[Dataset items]
--------------------------------

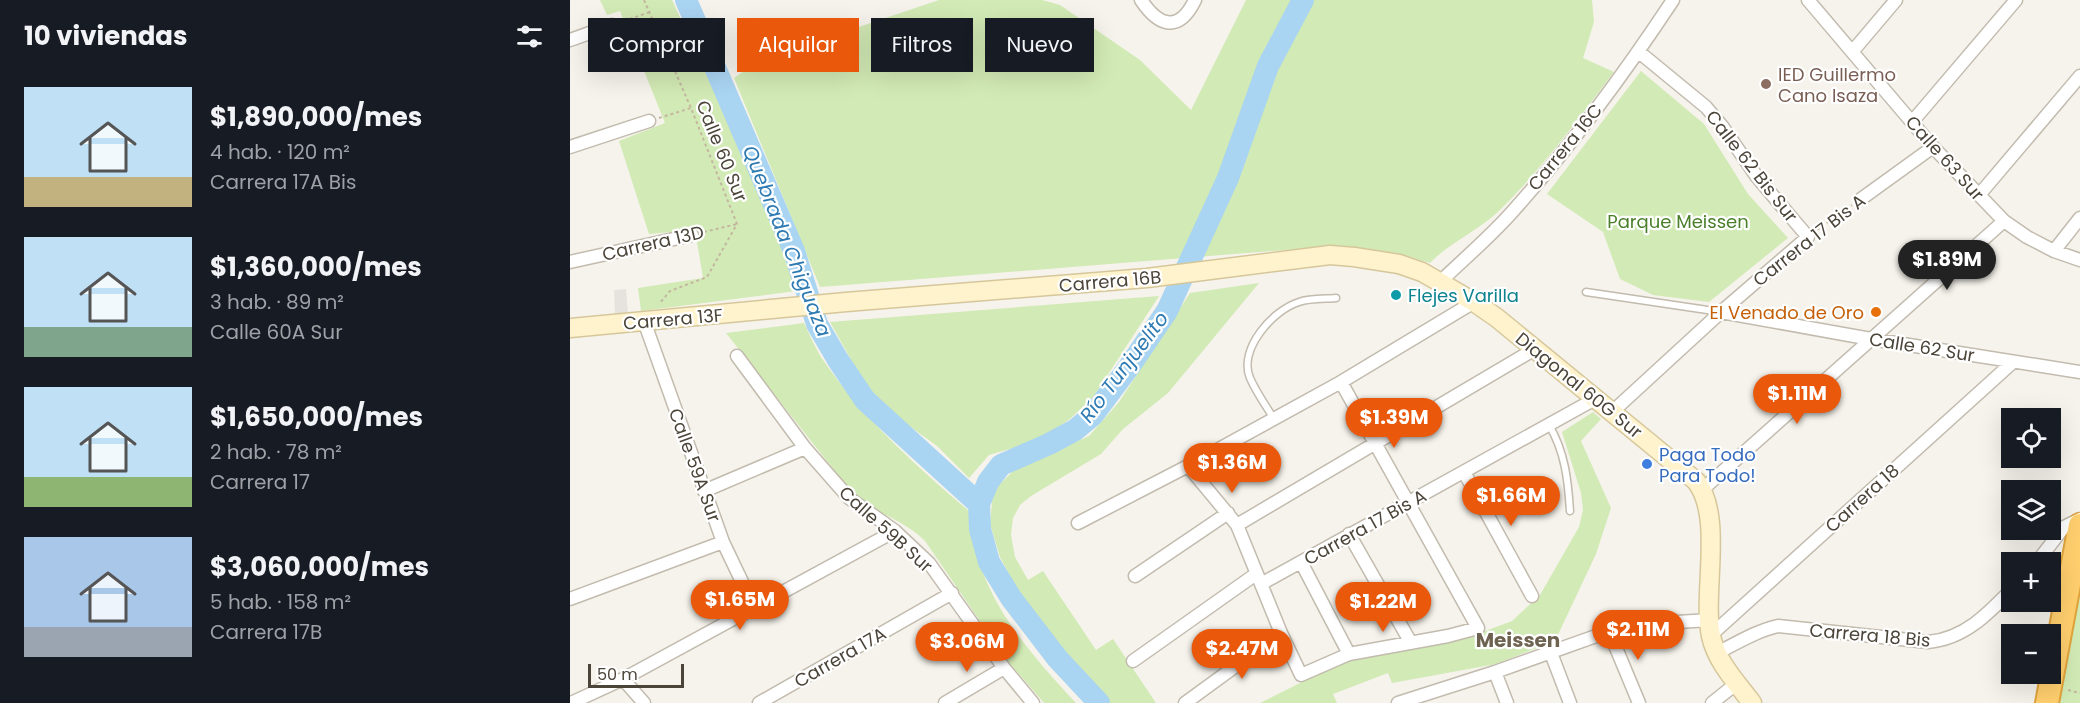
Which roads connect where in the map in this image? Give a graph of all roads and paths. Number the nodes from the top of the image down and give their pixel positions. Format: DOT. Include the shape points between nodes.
graph roads {
  1 [pos="644,0"];
  2 [pos="1141,0"];
  3 [pos="1195,0"];
  4 [pos="1673,0"];
  5 [pos="1808,0"];
  6 [pos="1896,0"];
  7 [pos="2016,0"];
  8 [pos="650,12"];
  9 [pos="634,18"];
  10 [pos="588,34"];
  11 [pos="570,40"];
  12 [pos="1639,52"];
  13 [pos="1852,52"];
  14 [pos="2080,76"];
  15 [pos="691,108"];
  16 [pos="649,121"];
  17 [pos="1911,122"];
  18 [pos="570,147"];
  19 [pos="1933,147"];
  20 [pos="1979,195"];
  21 [pos="1860,198"];
  22 [pos="2080,218"];
  23 [pos="2004,221"];
  24 [pos="737,224"];
  25 [pos="692,235"];
  26 [pos="1808,237"];
  27 [pos="2054,251"];
  28 [pos="2080,260"];
  29 [pos="570,262"];
  30 [pos="1441,281"];
  31 [pos="1586,292"];
  32 [pos="1336,298"];
  33 [pos="1474,302"];
  34 [pos="775,309"];
  35 [pos="1721,312"];
  36 [pos="650,315"];
  37 [pos="570,328"];
  38 [pos="1871,339"];
  39 [pos="1536,349"];
  40 [pos="737,356"];
  41 [pos="2013,362"];
  42 [pos="2080,372"];
  43 [pos="1341,382"];
  44 [pos="1595,399"];
  45 [pos="1611,412"];
  46 [pos="1274,419"];
  47 [pos="1548,425"];
  48 [pos="1375,443"];
  49 [pos="805,448"];
  50 [pos="1188,466"];
  51 [pos="1464,472"];
  52 [pos="1703,489"];
  53 [pos="704,491"];
  54 [pos="1407,502"];
  55 [pos="1570,511"];
  56 [pos="1228,513"];
  57 [pos="2080,519"];
  58 [pos="1078,522"];
  59 [pos="1237,525"];
  60 [pos="2080,525"];
  61 [pos="895,531"];
  62 [pos="1349,534"];
  63 [pos="723,542"];
  64 [pos="2045,552"];
  65 [pos="1301,562"];
  66 [pos="1135,576"];
  67 [pos="1258,579"];
  68 [pos="952,593"];
  69 [pos="1532,596"];
  70 [pos="570,599"];
  71 [pos="2001,600"];
  72 [pos="754,607"];
  73 [pos="1710,628"];
  74 [pos="1609,632"];
  75 [pos="1281,633"];
  76 [pos="1412,643"];
  77 [pos="1551,653"];
  78 [pos="1717,653"];
  79 [pos="1349,654"];
  80 [pos="1133,661"];
  81 [pos="1004,668"];
  82 [pos="1496,672"];
  83 [pos="623,679"];
  84 [pos="1737,683"];
  85 [pos="1436,690"];
  86 [pos="571,703"];
  87 [pos="644,703"];
  88 [pos="759,703"];
  89 [pos="945,703"];
  90 [pos="1034,703"];
  91 [pos="1185,703"];
  92 [pos="1398,703"];
  93 [pos="1441,703"];
  94 [pos="1508,703"];
  95 [pos="1570,703"];
  96 [pos="1639,703"];
  97 [pos="1712,703"];
  98 [pos="1752,703"];
  99 [pos="2047,703"];
  1 -- 8 [label="path, Calle 60 Sur"];
  2 -- 3 [label="street" via="1150,14 1162,22 1175,23 1183,19"];
  4 -- 12 [label="street, Carrera 16C"];
  5 -- 13 [label="street, Calle 63 Sur"];
  6 -- 13 [label="street"];
  7 -- 17 [label="street"];
  8 -- 9 [label="path"];
  8 -- 15 [label="path, Calle 60 Sur"];
  10 -- 11 [label="street"];
  12 -- 26 [label="street, Calle 62 Bis Sur" via="1706,107 1757,177"];
  12 -- 30 [label="street, Carrera 16C" via="1512,213"];
  13 -- 17 [label="street, Calle 63 Sur"];
  14 -- 20 [label="street"];
  15 -- 16 [label="path"];
  15 -- 24 [label="path, Calle 60 Sur"];
  16 -- 18 [label="street"];
  17 -- 19 [label="street, Calle 63 Sur"];
  19 -- 20 [label="street, Calle 63 Sur"];
  19 -- 21 [label="street, Carrera 17 Bis A"];
  20 -- 23 [label="street, Calle 63 Sur"];
  21 -- 26 [label="path, Carrera 17 Bis A"];
  22 -- 27 [label="street"];
  23 -- 27 [label="street, Calle 63 Sur"];
  23 -- 38 [label="street"];
  24 -- 25 [label="path, Carrera 13D"];
  24 -- 36 [label="path, Calle 60 Sur" via="707,277 670,291"];
  25 -- 29 [label="street, Carrera 13D"];
  26 -- 35 [label="street, Carrera 17 Bis A"];
  27 -- 28 [label="street, Calle 63 Sur"];
  30 -- 33 [label="street, Diagonal 60G Sur"];
  30 -- 34 [label="street, Carrera 16B" via="1399,264 1329,255 1147,278"];
  31 -- 35 [label="lane, Calle 62 Sur"];
  32 -- 46 [label="lane" via="1299,302 1276,313 1252,348 1249,377"];
  33 -- 39 [label="street, Diagonal 60G Sur"];
  33 -- 43 [label="street"];
  34 -- 36 [label="street, Carrera 13F"];
  35 -- 38 [label="street, Calle 62 Sur"];
  35 -- 45 [label="street, Carrera 17 Bis A"];
  36 -- 37 [label="street, Carrera 13F"];
  36 -- 53 [label="street, Calle 59A Sur"];
  38 -- 41 [label="street, Calle 62 Sur"];
  38 -- 52 [label="street"];
  39 -- 44 [label="street, Diagonal 60G Sur"];
  39 -- 48 [label="street"];
  40 -- 49 [label="street, Calle 59B Sur"];
  41 -- 42 [label="street, Calle 62 Sur"];
  41 -- 73 [label="street, Carrera 18"];
  43 -- 46 [label="street"];
  43 -- 48 [label="street"];
  44 -- 45 [label="street, Diagonal 60G Sur"];
  44 -- 47 [label="street, Carrera 17 Bis A"];
  45 -- 52 [label="street, Diagonal 60G Sur" via="1689,473"];
  46 -- 50 [label="street"];
  47 -- 51 [label="street, Carrera 17 Bis A"];
  47 -- 55 [label="lane" via="1564,459"];
  48 -- 54 [label="street"];
  48 -- 59 [label="street"];
  49 -- 53 [label="street"];
  49 -- 61 [label="street, Calle 59B Sur" via="849,498"];
  50 -- 56 [label="street"];
  50 -- 58 [label="street"];
  51 -- 54 [label="street, Carrera 17 Bis A"];
  51 -- 69 [label="street"];
  52 -- 73 [label="street" via="1709,520"];
  53 -- 63 [label="street, Calle 59A Sur"];
  54 -- 62 [label="street, Carrera 17 Bis A"];
  54 -- 76 [label="street" via="1478,628"];
  56 -- 59 [label="street"];
  56 -- 66 [label="street"];
  57 -- 64 [label="street" via="2064,527"];
  59 -- 67 [label="street"];
  60 -- 99 [label="highway"];
  61 -- 68 [label="street, Calle 59B Sur" via="929,563"];
  61 -- 72 [label="street"];
  62 -- 65 [label="street, Carrera 17 Bis A"];
  62 -- 76 [label="street"];
  63 -- 70 [label="street"];
  63 -- 72 [label="street, Calle 59A Sur"];
  65 -- 67 [label="street, Carrera 17 Bis A"];
  65 -- 79 [label="street"];
  67 -- 75 [label="street"];
  67 -- 80 [label="street, Carrera 17 Bis A"];
  68 -- 81 [label="street, Calle 59B Sur"];
  68 -- 88 [label="street, Carrera 17A"];
  71 -- 78 [label="street, Carrera 18 Bis" via="1977,622 1944,641 1778,626"];
  72 -- 83 [label="street"];
  73 -- 74 [label="street" via="1634,624"];
  73 -- 78 [label="street"];
  74 -- 77 [label="street"];
  74 -- 96 [label="street"];
  75 -- 79 [label="street" via="1301,675"];
  75 -- 91 [label="street"];
  76 -- 79 [label="street"];
  77 -- 82 [label="street"];
  77 -- 95 [label="street"];
  78 -- 84 [label="street"];
  81 -- 89 [label="street"];
  81 -- 90 [label="street, Calle 59B Sur"];
  82 -- 85 [label="street"];
  82 -- 94 [label="street"];
  83 -- 86 [label="street"];
  83 -- 87 [label="street"];
  84 -- 97 [label="street"];
  84 -- 98 [label="street"];
  85 -- 92 [label="street"];
  85 -- 93 [label="street"];
}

--------------------------------

**Task objective**
Find all lines holding the word "Diagonal" in the records above and copy them.

**Response**
  30 -- 33 [label="street, Diagonal 60G Sur"];
  33 -- 39 [label="street, Diagonal 60G Sur"];
  39 -- 44 [label="street, Diagonal 60G Sur"];
  44 -- 45 [label="street, Diagonal 60G Sur"];
  45 -- 52 [label="street, Diagonal 60G Sur" via="1689,473"];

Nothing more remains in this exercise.